Mission, Vision, and Core Values


Our Mission

Driving positive change for the LGBTQ+ community in the Yakima Valley and Central Washington by educating, elevating, honoring, and celebrating through transformative cultural experiences, powerful advocacy, and a commitment to a brighter future.

Our Vision

Through unwavering dedication to education, advocacy, and cultural celebration, Yakima Pride will be a driving force in realizing this vision. Together, we will create a world where diversity is not just tolerated, but cherished.

Equality reigns: No individual faces discrimination or prejudice based on their sexual orientation, gender identity, or expression. Everyone enjoys equal rights and opportunities in all aspects of life.

Barriers are shattered: Systemic and societal hurdles that obstruct LGBTQ+ progress are dismantled, paving the way for full inclusion and acceptance.

Voices soar: The vibrant tapestry of LGBTQ+ experiences is woven into the fabric of our community, celebrated and amplified through powerful advocacy and transformative cultural expression.

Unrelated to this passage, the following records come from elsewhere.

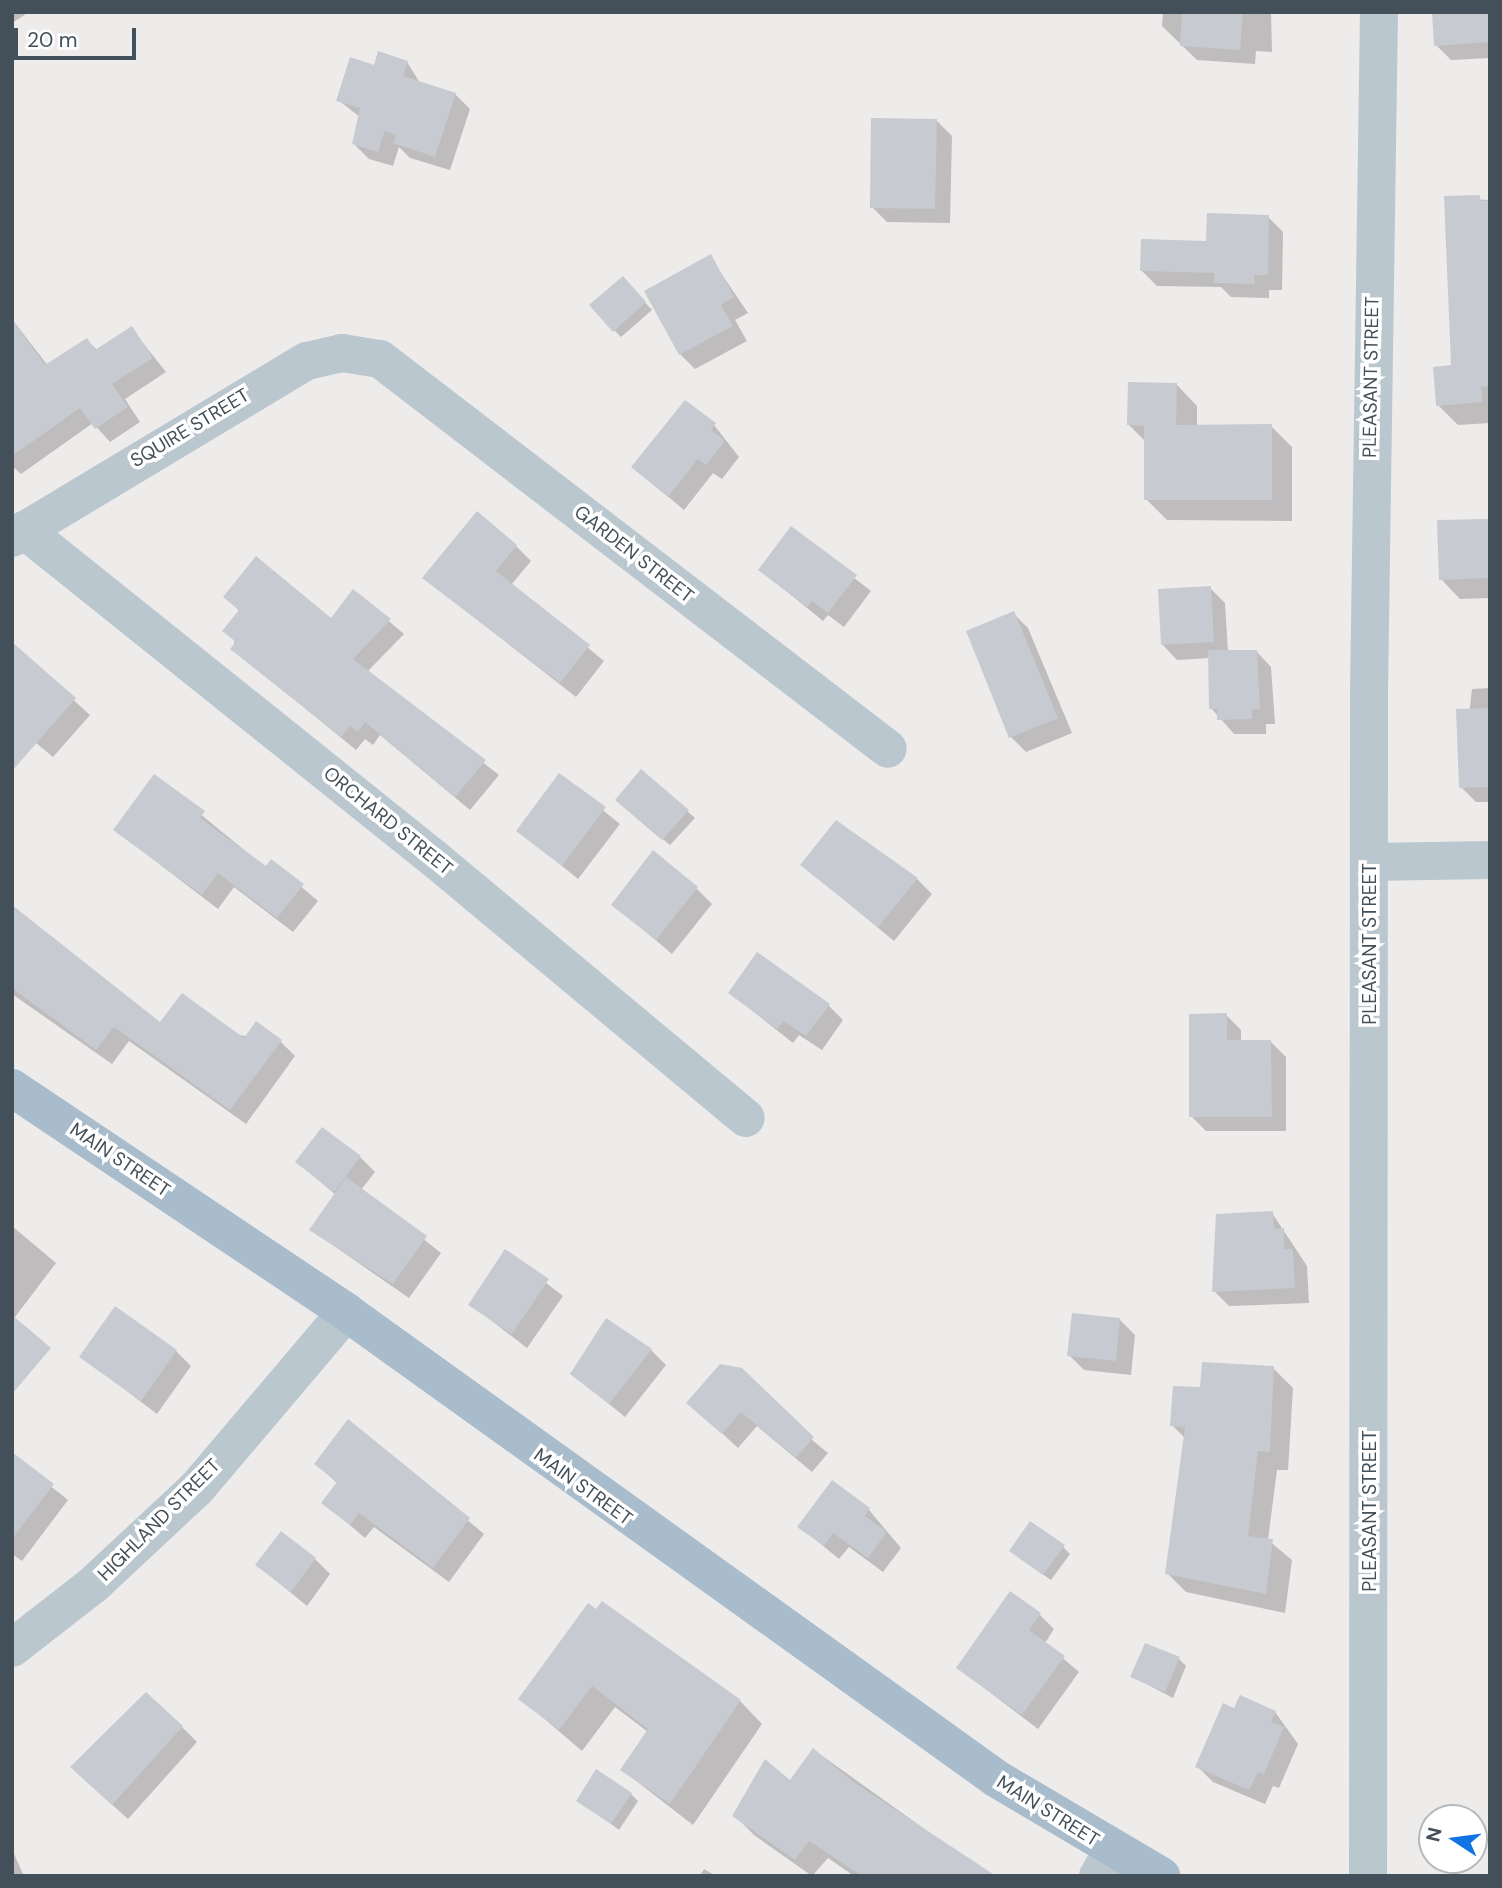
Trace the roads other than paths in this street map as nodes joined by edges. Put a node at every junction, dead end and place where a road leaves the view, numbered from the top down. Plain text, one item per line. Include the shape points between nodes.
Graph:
1 (1379, 12) edge
2 (380, 359) joint
3 (18, 534) edge
4 (888, 749) dead end
5 (1490, 860) edge
6 (1370, 862) junction
7 (12, 1088) edge
8 (746, 1118) dead end
9 (346, 1312) junction
10 (12, 1648) edge
11 (1105, 1864) edge
12 (1161, 1876) edge
13 (1368, 1876) edge

1 - 6 street, PLEASANT STREET
2 - 3 street, SQUIRE STREET via 342,353 307,361
2 - 4 street, GARDEN STREET
3 - 8 street, ORCHARD STREET via 436,860
5 - 6 street
6 - 13 street, PLEASANT STREET
7 - 9 main road, MAIN STREET
9 - 10 street, HIGHLAND STREET via 197,1488 93,1585
9 - 11 main road, MAIN STREET
11 - 12 main road, MAIN STREET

Art ignites change: Arts and culture become catalysts for understanding, empathy, and social progress, fostering a society where everyone can live authentically and proudly.

Diversity thrives: The rich mosaic of LGBTQ+ identities is embraced as a source of strength, resilience, and inspiration, enriching our community and propelling us towards a brighter future.

Our Core Values

Self Expression:

Embracing and celebrating the diverse spectrum of sexual orientations, gender identities, and expressions within the LGBTQ+ community. This translates to creating spaces where individuals feel comfortable exploring and living authentically, without fear of judgment or discrimination.

Liberation and Empowerment:

Working towards a future where LGBTQ+ individuals can thrive in all aspects of life. This involves advocating for equal rights and opportunities in areas like education, employment, healthcare, and housing. It also means supporting personal growth and empowerment through resources, mentorship, and community building.

Holistic Wellbeing:

Recognizing the unique challenges and experiences faced by the LGBTQ+ community and providing support for mental, emotional, and physical well-being. This includes access to culturally competent healthcare, trauma-informed services, and safe spaces for healing and support.

Openness and Understanding:

Fostering a culture of openness and understanding within the broader community, through education, dialogue, and cultural exchange. This aims to break down barriers and misconceptions, creating a society where acceptance and respect reign.

Connection with Nature:

Recognizing the power of nature as a source of healing, inspiration, and connection for LGBTQ+ individuals. This value encourages activities and programs that facilitate connection with the natural world, fostering individual well-being and a sense of belonging.

Joy and Celebration:

Cultivating joy, celebration, and a sense of community through transformative cultural experiences and events. This value emphasizes the importance of shared experiences, creativity, and finding moments of joy in the fight for equality.

Community and Belonging:

Fostering a strong sense of community, belonging, and acceptance for LGBTQ+ individuals. This value prioritizes creating safe spaces, fostering connections, and ensuring that everyone feels welcome and supported within the organization and the broader community.


Championing the freedom to live authentically as one's true self, regardless of societal norms or expectations. This value emphasizes self-acceptance, personal growth, and celebrating the unique spirit of each individual in the LGBTQ+ community.

Our Inspiration

Creator of the LBTG Rainbow Flag


1978. 8 Color Flag

Born with eight colors, the original rainbow flag carried specific meanings for each, as designed by Gilbert Baker. However, the iconic six-stripe version we know today arose not from symbolism, but practicality.

Following the assassination of Harvey Milk in 1978, demand for the flag surged. Finding hot-pink fabric proved difficult, so Baker's employer, Paramount Flag Company, offered a seven-stripe version using readily available rainbow fabric.

1979. 6 Color Flag

In 1979, another adaptation was needed. When hung vertically on San Francisco's lampposts, the central stripe vanished behind the post. To solve this, the flag was redesigned with an even number of stripes, resulting in the six-color version celebrated today: red, orange, yellow, green, blue, and violet.